OWC Aura SSD – The Best Way to Upgrade Your MacBook
Since Apple slimmed down the design of their products up to a point where even the 1.8 inch hard became too bulky, the earliest MacBook Air model, including Apple’s Retina MacBook Pro have relied entirely on SSDs for internal storage. Instead of adopting the mSATA to the later M.2 form factor, Apple’s SSDs only used custom pinouts and form factors. Because of this, the market for third-party upgrades was being kept very small. Very few companies have manufactured SSDs with Apple-specific form factors. Some of them include Other World Computing (OWC) and Transcend. The difference between the two is that Transcend generally uses Silicon Motion controllers while OWC uses SandForce controllers. But, both of their offerings have been limited to SATA-based SSDs until recently.
In 2013 Apple migrated their MacBook Pro SSD to PCI-based interfaces and the drives they used were supplied by SanDisk, Toshiba, and Samsung. Finally, OWC produced a compatible replacement which was released as part of their Aura SSD product line. The OWC Aura PCIe SSD uses an AHCI protocol just as the Apple originals. So far Apple only uses and supports NVMe for the Retina MacBook which doesn’t feature a removable SSD. OWC’s choices for SSD controller were limited by the requirement to use AHCI instead of NVMe and while Apple is a big enough customer to convince Samsung to produce a custom form factor SM951, OMC is not.
So, in order tho keep the costs in check, OWC decided not to use a native PCIe SSD controller and instead the PCIe Aura SSD uses a Marvell 9230 SATA RAID controller along with a pair of Silicon Motion SM2256 SATA SSD controllers. While the PCIe Aura SSD does have the potential to outperform the SATA SSDs, it wont be able to come near the peak transfer rates of some of the recent Samsung SM951-based Apple originals.
Based on the measurements conducted by OWC of the first PCIe SSDs which Apple used back in 2013, the Aura SSD slightly outperform the slowest 128 GB SanDisk/Marvel drive, however, that advantage might disappear over time without TRIM. This means that the only strong selling point for the Aura SSD is capacity.
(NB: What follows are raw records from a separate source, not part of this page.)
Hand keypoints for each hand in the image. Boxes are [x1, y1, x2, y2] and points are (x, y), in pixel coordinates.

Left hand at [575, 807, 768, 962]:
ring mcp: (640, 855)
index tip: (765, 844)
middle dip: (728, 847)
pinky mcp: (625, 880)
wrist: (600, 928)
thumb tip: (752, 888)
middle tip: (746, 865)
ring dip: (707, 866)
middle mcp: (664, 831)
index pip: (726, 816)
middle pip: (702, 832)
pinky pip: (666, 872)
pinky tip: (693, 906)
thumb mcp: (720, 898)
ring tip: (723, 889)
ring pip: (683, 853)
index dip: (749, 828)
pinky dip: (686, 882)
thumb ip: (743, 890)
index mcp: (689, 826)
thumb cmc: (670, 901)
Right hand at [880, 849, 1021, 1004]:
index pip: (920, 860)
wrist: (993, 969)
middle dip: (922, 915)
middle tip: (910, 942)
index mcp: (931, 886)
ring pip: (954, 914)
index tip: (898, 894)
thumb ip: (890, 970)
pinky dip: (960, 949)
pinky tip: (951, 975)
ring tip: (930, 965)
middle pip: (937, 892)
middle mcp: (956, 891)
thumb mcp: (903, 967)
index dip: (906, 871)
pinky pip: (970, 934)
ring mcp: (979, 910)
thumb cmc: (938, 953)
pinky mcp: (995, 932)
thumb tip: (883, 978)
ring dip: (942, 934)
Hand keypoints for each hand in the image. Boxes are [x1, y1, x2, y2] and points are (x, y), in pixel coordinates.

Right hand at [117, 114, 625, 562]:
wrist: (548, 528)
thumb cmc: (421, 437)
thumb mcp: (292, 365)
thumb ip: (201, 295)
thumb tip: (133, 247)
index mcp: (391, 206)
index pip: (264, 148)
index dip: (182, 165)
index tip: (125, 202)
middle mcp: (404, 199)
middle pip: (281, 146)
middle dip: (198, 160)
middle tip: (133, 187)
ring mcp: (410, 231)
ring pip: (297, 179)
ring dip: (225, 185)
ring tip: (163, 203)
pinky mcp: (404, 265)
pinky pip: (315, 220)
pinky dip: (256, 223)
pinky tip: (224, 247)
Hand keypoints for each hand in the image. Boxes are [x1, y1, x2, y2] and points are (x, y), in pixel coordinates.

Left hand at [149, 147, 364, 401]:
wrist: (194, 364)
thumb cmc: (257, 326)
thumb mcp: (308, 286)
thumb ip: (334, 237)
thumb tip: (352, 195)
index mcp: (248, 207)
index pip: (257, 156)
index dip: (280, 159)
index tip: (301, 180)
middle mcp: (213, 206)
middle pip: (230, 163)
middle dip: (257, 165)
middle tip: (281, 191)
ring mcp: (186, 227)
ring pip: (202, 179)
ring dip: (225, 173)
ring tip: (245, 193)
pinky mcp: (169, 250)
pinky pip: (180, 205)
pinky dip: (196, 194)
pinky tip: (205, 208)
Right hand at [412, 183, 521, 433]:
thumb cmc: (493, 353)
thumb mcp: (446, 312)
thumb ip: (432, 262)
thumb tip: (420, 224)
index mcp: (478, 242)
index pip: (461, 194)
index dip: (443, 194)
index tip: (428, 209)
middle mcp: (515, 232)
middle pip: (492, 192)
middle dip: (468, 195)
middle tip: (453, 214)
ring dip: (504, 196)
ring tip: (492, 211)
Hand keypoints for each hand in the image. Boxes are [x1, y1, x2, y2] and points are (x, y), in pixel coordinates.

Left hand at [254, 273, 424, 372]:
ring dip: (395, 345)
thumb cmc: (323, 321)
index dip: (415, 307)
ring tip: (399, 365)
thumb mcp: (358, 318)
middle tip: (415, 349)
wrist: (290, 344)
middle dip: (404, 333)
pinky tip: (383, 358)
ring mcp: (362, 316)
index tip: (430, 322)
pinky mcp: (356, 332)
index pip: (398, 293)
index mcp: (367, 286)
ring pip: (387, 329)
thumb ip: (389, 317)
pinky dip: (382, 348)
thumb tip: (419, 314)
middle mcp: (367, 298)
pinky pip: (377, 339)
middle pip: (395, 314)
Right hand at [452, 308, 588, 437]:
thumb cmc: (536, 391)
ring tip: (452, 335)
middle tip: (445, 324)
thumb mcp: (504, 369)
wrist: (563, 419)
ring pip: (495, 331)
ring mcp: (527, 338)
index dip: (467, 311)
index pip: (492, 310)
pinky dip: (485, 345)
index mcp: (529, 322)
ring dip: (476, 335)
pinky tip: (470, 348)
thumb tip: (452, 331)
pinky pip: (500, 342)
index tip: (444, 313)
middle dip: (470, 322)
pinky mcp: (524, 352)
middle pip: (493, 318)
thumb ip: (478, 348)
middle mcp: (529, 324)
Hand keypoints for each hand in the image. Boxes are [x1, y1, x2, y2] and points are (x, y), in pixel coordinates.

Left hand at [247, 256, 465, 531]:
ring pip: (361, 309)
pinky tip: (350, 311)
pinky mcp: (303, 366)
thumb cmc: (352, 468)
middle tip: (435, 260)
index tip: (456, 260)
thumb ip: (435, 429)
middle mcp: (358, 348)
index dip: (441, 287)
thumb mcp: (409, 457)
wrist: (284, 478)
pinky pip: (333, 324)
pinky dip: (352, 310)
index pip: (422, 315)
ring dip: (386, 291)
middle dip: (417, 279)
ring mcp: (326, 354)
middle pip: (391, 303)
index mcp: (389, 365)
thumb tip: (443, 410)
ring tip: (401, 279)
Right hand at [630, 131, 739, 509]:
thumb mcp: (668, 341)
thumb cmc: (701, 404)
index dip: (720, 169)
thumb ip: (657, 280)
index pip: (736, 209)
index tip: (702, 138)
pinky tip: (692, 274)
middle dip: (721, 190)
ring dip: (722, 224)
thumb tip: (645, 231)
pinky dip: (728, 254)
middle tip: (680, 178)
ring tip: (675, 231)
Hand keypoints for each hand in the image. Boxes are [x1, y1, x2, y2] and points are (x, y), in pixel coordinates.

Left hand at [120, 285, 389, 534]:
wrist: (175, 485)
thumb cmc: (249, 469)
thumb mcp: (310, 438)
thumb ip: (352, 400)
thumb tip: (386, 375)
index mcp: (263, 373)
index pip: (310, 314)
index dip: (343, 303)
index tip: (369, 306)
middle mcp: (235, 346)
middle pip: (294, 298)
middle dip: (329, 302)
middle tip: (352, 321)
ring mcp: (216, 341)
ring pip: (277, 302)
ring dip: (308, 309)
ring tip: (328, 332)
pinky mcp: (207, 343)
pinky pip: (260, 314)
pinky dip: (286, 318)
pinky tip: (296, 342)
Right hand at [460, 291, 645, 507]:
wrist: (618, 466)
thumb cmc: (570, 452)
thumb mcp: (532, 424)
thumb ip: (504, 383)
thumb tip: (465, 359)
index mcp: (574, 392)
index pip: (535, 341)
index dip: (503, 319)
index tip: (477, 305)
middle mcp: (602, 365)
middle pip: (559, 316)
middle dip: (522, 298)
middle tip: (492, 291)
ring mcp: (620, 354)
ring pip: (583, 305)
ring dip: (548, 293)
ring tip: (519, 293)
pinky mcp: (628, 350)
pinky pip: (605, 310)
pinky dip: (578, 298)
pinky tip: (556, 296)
The MacBook Air can be configured by Apple up to 512 GB of storage, but the Aura SSD can provide up to 1TB and it is much cheaper than the Apple SSD upgrades.
The Aura MacBook Pro SSD is sold either as a bare drive or with whole upgrade kit which includes all the necessary screwdrivers required to install the SSD, plus a 3.0 USB enclosure to facilitate data migration.